ACTION ITEM: Copy the result of filtering the entries below for lines that include the string "Querétaro".
━━━ DATASET EXCERPTS
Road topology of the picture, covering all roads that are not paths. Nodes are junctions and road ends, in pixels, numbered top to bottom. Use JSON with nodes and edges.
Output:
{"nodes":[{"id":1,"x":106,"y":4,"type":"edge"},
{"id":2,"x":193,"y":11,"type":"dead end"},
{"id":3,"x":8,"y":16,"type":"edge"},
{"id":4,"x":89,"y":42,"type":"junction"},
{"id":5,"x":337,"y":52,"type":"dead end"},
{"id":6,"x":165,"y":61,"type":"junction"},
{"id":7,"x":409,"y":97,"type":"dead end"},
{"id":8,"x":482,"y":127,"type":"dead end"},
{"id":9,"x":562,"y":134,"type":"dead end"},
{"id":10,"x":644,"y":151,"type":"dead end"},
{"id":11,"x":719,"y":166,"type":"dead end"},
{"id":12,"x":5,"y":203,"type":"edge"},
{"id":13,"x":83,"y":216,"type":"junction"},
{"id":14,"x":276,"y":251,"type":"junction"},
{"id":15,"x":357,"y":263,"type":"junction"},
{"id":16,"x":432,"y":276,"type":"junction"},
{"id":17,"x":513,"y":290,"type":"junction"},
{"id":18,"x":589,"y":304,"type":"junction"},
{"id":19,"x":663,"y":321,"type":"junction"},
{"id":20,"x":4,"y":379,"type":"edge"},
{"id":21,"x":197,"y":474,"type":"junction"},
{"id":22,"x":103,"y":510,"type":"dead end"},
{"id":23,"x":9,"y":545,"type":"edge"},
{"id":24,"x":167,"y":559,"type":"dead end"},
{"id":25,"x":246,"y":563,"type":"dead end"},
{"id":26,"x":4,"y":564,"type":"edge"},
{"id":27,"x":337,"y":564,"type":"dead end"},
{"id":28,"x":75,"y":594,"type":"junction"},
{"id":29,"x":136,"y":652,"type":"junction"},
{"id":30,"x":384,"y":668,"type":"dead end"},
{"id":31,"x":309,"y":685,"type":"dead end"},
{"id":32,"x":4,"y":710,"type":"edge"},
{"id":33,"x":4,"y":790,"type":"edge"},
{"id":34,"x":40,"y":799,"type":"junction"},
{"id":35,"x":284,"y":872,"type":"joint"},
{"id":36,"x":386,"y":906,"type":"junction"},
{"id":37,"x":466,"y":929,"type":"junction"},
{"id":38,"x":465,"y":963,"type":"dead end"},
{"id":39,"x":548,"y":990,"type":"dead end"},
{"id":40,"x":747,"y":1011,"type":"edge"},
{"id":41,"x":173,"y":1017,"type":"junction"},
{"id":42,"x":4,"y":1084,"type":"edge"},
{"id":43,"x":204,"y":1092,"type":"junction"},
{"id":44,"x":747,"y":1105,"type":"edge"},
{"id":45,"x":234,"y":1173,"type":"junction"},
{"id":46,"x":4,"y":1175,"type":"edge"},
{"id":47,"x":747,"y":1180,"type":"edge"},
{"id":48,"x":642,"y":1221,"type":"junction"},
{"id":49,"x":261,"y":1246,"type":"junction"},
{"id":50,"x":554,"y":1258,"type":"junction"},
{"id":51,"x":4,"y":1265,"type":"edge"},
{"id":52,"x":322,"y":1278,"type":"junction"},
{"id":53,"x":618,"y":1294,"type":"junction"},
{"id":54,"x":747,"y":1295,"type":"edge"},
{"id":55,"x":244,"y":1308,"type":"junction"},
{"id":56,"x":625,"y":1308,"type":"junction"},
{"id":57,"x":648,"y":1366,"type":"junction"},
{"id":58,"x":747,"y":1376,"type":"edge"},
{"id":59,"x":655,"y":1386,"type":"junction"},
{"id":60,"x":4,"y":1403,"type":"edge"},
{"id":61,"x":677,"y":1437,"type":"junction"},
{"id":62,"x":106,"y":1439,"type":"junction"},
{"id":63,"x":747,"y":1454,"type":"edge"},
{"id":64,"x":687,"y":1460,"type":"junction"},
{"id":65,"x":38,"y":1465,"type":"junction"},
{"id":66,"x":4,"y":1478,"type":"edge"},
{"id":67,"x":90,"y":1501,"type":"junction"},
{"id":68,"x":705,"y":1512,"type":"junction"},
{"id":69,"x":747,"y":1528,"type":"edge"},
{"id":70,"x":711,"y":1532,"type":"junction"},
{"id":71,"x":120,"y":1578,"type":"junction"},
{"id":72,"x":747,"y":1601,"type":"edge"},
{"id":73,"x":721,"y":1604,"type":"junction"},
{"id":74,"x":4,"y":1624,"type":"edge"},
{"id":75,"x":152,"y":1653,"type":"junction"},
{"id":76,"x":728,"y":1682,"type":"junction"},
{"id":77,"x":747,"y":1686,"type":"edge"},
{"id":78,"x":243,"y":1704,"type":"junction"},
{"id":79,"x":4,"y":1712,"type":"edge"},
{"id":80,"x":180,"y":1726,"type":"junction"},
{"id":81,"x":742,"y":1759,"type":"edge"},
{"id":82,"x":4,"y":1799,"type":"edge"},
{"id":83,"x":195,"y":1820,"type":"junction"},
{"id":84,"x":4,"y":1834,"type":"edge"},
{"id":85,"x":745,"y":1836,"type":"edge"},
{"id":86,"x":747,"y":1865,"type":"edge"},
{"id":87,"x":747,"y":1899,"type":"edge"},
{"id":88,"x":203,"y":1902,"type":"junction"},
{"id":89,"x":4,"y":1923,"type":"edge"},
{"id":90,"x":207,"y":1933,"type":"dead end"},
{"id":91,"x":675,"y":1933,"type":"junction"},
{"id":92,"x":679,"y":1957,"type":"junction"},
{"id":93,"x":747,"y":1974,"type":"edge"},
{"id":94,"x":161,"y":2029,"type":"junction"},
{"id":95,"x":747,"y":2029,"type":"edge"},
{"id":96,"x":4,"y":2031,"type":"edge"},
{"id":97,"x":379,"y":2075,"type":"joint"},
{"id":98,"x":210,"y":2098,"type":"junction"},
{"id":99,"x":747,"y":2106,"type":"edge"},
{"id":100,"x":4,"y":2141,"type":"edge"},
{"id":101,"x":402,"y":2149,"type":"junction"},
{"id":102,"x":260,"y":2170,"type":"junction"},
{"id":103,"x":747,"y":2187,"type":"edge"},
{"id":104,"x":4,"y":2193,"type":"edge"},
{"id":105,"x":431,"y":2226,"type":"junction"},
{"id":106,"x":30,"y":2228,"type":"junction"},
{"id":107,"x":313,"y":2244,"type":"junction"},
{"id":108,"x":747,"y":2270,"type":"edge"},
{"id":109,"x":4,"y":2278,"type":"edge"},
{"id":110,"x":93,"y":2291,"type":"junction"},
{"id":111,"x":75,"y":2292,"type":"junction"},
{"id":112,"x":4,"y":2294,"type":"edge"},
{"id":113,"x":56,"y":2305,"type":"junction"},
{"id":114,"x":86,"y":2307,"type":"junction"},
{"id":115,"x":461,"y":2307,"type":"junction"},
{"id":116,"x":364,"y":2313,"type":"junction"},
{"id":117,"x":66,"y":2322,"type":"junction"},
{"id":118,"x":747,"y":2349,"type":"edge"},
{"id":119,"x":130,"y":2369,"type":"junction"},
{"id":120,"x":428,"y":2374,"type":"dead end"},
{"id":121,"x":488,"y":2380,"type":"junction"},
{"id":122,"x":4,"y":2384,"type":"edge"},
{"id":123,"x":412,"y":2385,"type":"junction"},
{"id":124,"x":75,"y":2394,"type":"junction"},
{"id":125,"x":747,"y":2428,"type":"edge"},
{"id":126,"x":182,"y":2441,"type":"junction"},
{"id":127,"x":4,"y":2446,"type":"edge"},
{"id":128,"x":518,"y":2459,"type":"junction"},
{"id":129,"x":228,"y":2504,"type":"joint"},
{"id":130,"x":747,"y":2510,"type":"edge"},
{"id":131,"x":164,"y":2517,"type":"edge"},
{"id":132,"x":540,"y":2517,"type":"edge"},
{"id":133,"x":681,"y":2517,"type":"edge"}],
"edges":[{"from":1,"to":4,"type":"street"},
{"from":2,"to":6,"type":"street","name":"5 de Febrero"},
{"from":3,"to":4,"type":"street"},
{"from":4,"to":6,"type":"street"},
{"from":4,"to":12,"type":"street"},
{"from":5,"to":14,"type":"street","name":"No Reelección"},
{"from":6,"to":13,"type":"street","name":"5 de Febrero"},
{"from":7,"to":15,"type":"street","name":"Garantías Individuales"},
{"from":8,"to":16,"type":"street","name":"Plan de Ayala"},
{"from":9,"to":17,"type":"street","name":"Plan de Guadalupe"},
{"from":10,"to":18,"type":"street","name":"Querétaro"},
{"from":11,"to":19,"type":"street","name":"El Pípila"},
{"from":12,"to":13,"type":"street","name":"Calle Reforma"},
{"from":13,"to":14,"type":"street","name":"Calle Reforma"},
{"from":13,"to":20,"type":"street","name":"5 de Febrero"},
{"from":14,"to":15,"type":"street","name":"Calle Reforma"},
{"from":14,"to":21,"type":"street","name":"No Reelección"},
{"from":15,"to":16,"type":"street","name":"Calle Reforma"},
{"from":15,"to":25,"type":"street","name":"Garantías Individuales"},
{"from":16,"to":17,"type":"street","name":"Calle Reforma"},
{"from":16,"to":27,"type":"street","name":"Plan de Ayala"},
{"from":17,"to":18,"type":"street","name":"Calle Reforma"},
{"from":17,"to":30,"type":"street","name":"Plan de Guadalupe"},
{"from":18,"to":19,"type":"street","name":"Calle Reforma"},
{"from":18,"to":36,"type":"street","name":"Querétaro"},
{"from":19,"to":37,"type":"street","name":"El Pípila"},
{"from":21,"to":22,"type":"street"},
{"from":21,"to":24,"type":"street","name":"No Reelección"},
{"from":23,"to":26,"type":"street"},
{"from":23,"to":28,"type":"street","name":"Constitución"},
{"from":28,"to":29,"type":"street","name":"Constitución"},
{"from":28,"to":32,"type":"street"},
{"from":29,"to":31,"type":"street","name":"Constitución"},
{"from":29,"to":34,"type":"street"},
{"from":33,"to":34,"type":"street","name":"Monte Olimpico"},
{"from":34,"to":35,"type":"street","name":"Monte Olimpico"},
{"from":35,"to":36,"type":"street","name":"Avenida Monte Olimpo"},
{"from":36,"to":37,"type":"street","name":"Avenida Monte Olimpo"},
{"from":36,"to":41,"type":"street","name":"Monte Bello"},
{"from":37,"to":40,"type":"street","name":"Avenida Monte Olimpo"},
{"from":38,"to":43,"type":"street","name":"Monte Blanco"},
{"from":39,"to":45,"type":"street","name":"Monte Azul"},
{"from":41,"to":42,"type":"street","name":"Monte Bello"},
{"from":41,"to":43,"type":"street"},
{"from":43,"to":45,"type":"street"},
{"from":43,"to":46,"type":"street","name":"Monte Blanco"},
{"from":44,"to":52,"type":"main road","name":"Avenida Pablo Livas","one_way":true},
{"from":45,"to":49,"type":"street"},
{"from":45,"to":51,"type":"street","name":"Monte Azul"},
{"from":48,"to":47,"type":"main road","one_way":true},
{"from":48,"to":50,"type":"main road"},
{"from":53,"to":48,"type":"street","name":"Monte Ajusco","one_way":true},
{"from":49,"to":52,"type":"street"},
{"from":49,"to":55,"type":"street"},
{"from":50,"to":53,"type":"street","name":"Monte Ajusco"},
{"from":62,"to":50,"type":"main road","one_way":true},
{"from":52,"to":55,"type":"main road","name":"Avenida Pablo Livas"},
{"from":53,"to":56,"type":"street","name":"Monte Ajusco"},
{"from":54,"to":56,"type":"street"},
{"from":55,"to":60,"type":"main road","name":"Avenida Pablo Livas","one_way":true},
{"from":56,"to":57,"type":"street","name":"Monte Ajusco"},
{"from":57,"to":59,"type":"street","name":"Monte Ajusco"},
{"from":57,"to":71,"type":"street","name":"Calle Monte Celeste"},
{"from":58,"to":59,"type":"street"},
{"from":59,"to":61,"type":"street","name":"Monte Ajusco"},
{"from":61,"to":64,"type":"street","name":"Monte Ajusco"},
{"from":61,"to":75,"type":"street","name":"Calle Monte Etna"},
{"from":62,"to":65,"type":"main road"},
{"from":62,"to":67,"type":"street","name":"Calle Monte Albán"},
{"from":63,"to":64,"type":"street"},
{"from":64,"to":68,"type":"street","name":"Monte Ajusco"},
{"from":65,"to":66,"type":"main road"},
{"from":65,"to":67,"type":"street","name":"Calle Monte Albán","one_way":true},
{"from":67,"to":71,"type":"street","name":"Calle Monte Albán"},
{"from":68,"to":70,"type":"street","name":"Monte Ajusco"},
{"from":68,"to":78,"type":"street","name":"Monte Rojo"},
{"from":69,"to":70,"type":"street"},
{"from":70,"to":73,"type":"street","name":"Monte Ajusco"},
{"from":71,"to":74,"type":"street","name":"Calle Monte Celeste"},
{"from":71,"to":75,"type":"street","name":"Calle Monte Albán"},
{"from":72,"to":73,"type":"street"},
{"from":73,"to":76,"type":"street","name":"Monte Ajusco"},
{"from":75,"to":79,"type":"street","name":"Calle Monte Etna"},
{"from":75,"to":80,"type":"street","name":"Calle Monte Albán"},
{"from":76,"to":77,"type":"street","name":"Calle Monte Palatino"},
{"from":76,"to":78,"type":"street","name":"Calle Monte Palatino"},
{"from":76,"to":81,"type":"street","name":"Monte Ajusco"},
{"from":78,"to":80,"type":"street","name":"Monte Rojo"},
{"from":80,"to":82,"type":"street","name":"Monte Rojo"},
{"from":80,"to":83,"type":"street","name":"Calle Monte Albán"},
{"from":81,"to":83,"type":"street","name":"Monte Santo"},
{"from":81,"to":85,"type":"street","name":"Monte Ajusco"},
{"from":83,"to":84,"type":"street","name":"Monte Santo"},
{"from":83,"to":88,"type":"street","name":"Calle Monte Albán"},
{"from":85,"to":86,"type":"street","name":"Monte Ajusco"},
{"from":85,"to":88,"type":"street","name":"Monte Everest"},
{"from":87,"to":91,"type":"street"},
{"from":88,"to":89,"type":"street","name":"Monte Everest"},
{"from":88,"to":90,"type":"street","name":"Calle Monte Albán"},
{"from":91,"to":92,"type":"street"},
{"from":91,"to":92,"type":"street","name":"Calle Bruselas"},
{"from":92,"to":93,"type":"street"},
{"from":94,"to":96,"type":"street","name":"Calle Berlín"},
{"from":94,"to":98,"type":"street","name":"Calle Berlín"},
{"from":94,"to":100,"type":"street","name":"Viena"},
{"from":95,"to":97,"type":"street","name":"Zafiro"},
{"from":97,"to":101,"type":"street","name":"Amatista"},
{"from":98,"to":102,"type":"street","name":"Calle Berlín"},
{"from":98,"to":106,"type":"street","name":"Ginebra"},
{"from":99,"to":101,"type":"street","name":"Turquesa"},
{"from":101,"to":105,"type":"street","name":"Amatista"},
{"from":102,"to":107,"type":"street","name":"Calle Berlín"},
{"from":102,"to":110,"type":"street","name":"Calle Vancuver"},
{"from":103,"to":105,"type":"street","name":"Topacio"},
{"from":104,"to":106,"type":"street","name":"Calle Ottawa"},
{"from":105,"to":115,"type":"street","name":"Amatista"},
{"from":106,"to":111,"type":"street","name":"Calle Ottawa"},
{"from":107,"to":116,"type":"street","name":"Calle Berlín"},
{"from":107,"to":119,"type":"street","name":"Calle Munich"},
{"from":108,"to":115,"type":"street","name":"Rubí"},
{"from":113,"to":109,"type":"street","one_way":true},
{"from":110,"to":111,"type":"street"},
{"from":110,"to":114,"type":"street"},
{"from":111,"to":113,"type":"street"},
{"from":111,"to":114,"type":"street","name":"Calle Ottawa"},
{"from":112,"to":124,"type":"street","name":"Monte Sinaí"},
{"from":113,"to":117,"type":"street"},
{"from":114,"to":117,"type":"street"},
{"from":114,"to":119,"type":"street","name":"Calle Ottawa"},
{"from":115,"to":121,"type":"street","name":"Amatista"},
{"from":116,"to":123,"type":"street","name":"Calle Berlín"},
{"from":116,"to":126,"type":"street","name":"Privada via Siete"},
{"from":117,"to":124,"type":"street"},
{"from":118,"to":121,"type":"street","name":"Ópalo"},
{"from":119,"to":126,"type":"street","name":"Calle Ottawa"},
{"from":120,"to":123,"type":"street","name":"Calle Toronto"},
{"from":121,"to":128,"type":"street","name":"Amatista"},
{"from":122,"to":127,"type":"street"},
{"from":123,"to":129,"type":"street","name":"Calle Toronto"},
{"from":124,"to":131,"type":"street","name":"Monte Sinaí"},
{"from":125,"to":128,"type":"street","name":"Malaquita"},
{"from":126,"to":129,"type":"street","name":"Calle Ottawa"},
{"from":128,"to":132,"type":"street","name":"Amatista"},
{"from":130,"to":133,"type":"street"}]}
━━━━━━
ANSWER AREA:
{"from":10,"to":18,"type":"street","name":"Querétaro"},
{"from":18,"to":36,"type":"street","name":"Querétaro"},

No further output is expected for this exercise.